(Collection entries)
_____

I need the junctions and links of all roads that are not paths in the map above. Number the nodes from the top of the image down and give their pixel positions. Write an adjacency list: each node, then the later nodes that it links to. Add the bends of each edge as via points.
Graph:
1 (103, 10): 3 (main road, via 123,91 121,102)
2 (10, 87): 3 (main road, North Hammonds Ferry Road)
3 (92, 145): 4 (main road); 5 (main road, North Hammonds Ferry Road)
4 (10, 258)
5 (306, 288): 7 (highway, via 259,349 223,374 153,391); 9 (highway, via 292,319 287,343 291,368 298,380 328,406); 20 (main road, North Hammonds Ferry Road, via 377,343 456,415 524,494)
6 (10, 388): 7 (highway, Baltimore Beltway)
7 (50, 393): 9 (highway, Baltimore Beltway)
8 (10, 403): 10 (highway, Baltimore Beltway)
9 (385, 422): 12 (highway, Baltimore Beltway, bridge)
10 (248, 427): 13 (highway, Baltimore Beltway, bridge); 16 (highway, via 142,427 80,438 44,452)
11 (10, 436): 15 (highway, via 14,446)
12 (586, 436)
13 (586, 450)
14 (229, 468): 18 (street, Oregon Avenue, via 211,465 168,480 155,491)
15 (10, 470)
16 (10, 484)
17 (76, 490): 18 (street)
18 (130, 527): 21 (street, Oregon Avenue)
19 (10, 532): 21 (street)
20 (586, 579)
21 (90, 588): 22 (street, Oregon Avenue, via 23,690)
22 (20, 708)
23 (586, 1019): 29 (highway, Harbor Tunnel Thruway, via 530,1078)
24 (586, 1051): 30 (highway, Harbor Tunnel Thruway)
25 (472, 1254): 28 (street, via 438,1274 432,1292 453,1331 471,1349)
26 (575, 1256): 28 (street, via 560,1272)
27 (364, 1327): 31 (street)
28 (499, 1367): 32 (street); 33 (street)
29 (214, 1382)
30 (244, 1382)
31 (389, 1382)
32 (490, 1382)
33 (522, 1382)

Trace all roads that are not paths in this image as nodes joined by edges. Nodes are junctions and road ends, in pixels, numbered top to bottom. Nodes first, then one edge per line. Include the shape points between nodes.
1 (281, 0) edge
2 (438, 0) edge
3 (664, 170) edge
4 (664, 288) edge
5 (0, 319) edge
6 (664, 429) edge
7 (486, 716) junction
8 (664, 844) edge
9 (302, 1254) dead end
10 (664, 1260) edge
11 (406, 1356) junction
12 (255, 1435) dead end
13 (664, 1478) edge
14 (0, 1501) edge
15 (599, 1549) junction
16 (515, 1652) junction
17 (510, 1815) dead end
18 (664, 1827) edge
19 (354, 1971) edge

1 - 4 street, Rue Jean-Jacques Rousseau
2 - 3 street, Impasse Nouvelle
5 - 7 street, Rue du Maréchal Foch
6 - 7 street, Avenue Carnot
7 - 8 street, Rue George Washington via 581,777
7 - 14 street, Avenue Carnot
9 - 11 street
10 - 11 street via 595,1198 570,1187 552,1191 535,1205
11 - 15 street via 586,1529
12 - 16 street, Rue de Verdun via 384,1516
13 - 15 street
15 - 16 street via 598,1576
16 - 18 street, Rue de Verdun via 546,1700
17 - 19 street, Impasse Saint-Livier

_____

■ What is expected ■
Your answer should consist of every record, printed exactly as given.

■ Output for this exercise ■
I need the junctions and links of all roads that are not paths in the map above. Number the nodes from the top of the image down and give their pixel positions. Write an adjacency list: each node, then the later nodes that it links to. Add the bends of each edge as via points.
Graph:
1 (103, 10): 3 (main road, via 123,91 121,102)
2 (10, 87): 3 (main road, North Hammonds Ferry Road)
3 (92, 145): 4 (main road); 5 (main road, North Hammonds Ferry Road)
4 (10, 258)
5 (306, 288): 7 (highway, via 259,349 223,374 153,391); 9 (highway, via 292,319 287,343 291,368 298,380 328,406); 20 (main road, North Hammonds Ferry Road, via 377,343 456,415 524,494)
6 (10, 388): 7 (highway, Baltimore Beltway)
7 (50, 393): 9 (highway, Baltimore Beltway)
8 (10, 403): 10 (highway, Baltimore Beltway)
9 (385, 422): 12 (highway, Baltimore Beltway, bridge)
10 (248, 427): 13 (highway, Baltimore Beltway, bridge); 16 (highway, via 142,427 80,438 44,452)
11 (10, 436): 15 (highway, via 14,446)
12 (586, 436)
13 (586, 450)
14 (229, 468): 18 (street, Oregon Avenue, via 211,465 168,480 155,491)
15 (10, 470)
16 (10, 484)
17 (76, 490): 18 (street)
18 (130, 527): 21 (street, Oregon Avenue)
19 (10, 532): 21 (street)
20 (586, 579)
21 (90, 588): 22 (street, Oregon Avenue, via 23,690)
22 (20, 708)
23 (586, 1019): 29 (highway, Harbor Tunnel Thruway, via 530,1078)
24 (586, 1051): 30 (highway, Harbor Tunnel Thruway)
25 (472, 1254): 28 (street, via 438,1274 432,1292 453,1331 471,1349)
26 (575, 1256): 28 (street, via 560,1272)
27 (364, 1327): 31 (street)
28 (499, 1367): 32 (street); 33 (street)
29 (214, 1382)
30 (244, 1382)
31 (389, 1382)
32 (490, 1382)
33 (522, 1382)

Trace all roads that are not paths in this image as nodes joined by edges. Nodes are junctions and road ends, in pixels, numbered top to bottom. Nodes first, then one edge per line. Include the shape points between nodes.
1 (281, 0) edge
2 (438, 0) edge
3 (664, 170) edge
4 (664, 288) edge
5 (0, 319) edge
6 (664, 429) edge
7 (486, 716) junction
8 (664, 844) edge
9 (302, 1254) dead end
10 (664, 1260) edge
11 (406, 1356) junction
12 (255, 1435) dead end
13 (664, 1478) edge
14 (0, 1501) edge
15 (599, 1549) junction
16 (515, 1652) junction
17 (510, 1815) dead end
18 (664, 1827) edge
19 (354, 1971) edge

1 - 4 street, Rue Jean-Jacques Rousseau
2 - 3 street, Impasse Nouvelle
5 - 7 street, Rue du Maréchal Foch
6 - 7 street, Avenue Carnot
7 - 8 street, Rue George Washington via 581,777
7 - 14 street, Avenue Carnot
9 - 11 street
10 - 11 street via 595,1198 570,1187 552,1191 535,1205
11 - 15 street via 586,1529
12 - 16 street, Rue de Verdun via 384,1516
13 - 15 street
15 - 16 street via 598,1576
16 - 18 street, Rue de Verdun via 546,1700
17 - 19 street, Impasse Saint-Livier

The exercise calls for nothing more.